A lot has been written about the unrealistic body proportions of Barbie so this year Mattel has responded with new Barbies: with three new body shapes, a variety of hairstyles and skin colors and with flat feet (instead of feet permanently shaped for heels). It’s the first time since her 1959 debut that Barbie will have a different shape—representing an actual woman who has enough room in her torso for all her organs. Many are celebrating what this represents for women.

But much less has been written about proportions of male dolls. A significant example is GI Joe. If the GI Joe doll of 1964 were a real human, he would have a 32 inch waist, 12 inch biceps and 44 inch chest—definitely muscular but attainable for a normal man. By comparison, if the GI Joe of the 90’s were a real human he would have a 55 inch chest and 27 inch bicep, dwarfing even Arnold Schwarzenegger in his top form. I find it interesting that the female doll is becoming more realistic while the male doll is becoming less.

So what?

Unexamined Expectations of Men

My interest is not in dolls or even body image but gender ideals. While women have many opportunities to consider what it means to be a woman and are moving towards more realistic ideals, men are just beginning to ask similar questions. Meanwhile the culture continues to bombard them with more and more caricatures of masculinity.

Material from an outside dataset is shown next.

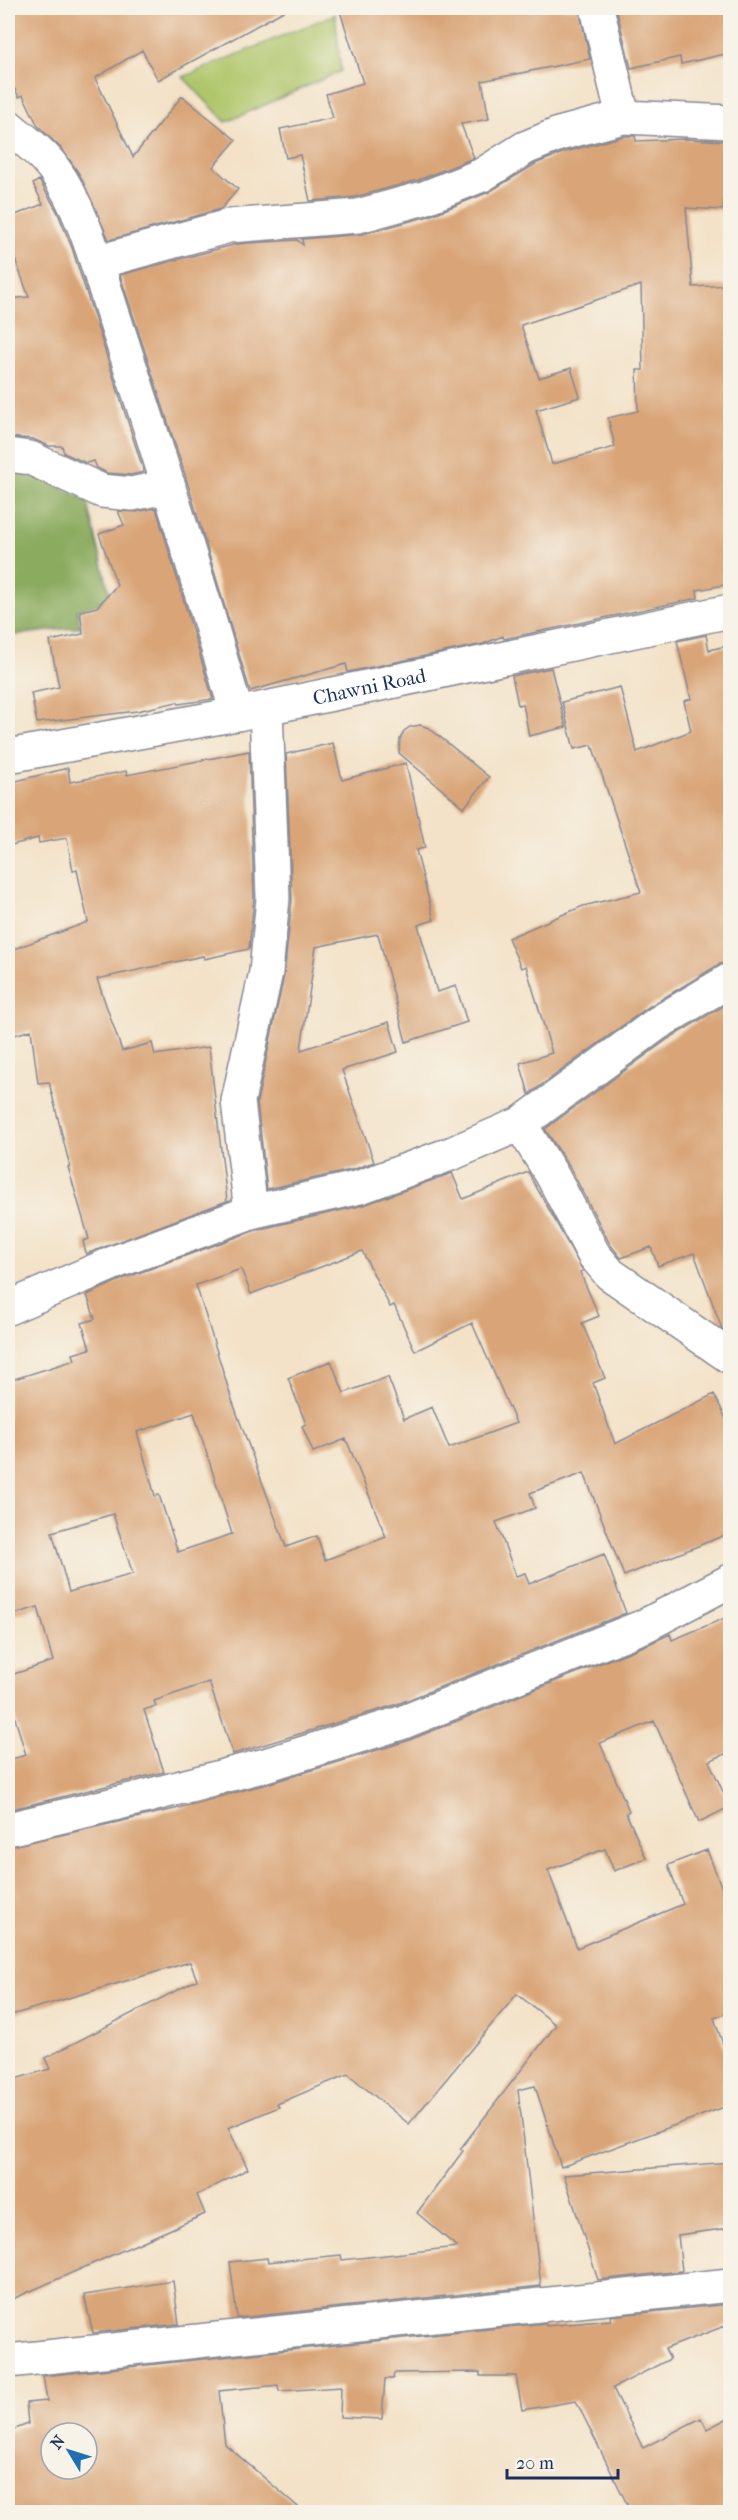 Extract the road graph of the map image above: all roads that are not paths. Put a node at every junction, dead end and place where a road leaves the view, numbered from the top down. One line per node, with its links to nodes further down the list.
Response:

But surely this is not true in the church? Surely the church is one place where men are free to find their true, human identity? Sadly, in some corners, the church only furthers the unexamined cultural expectations of what it means to be a man. And it’s doing damage to men—and women.

The church only furthers the unexamined cultural expectations of what it means to be a man. Click To Tweet

In response to his recent blog on the subject, I’ve been in conversation with a local megachurch pastor (who I count as a brother and co-worker in our city) and from what I understand, here’s the basic flow of thought:

  1. The church has become too feminine and doesn’t appeal to men.
  2. The culture is too influenced by feminism and has become imbalanced.
  3. Church should be counter-cultural and affirm masculinity to welcome men.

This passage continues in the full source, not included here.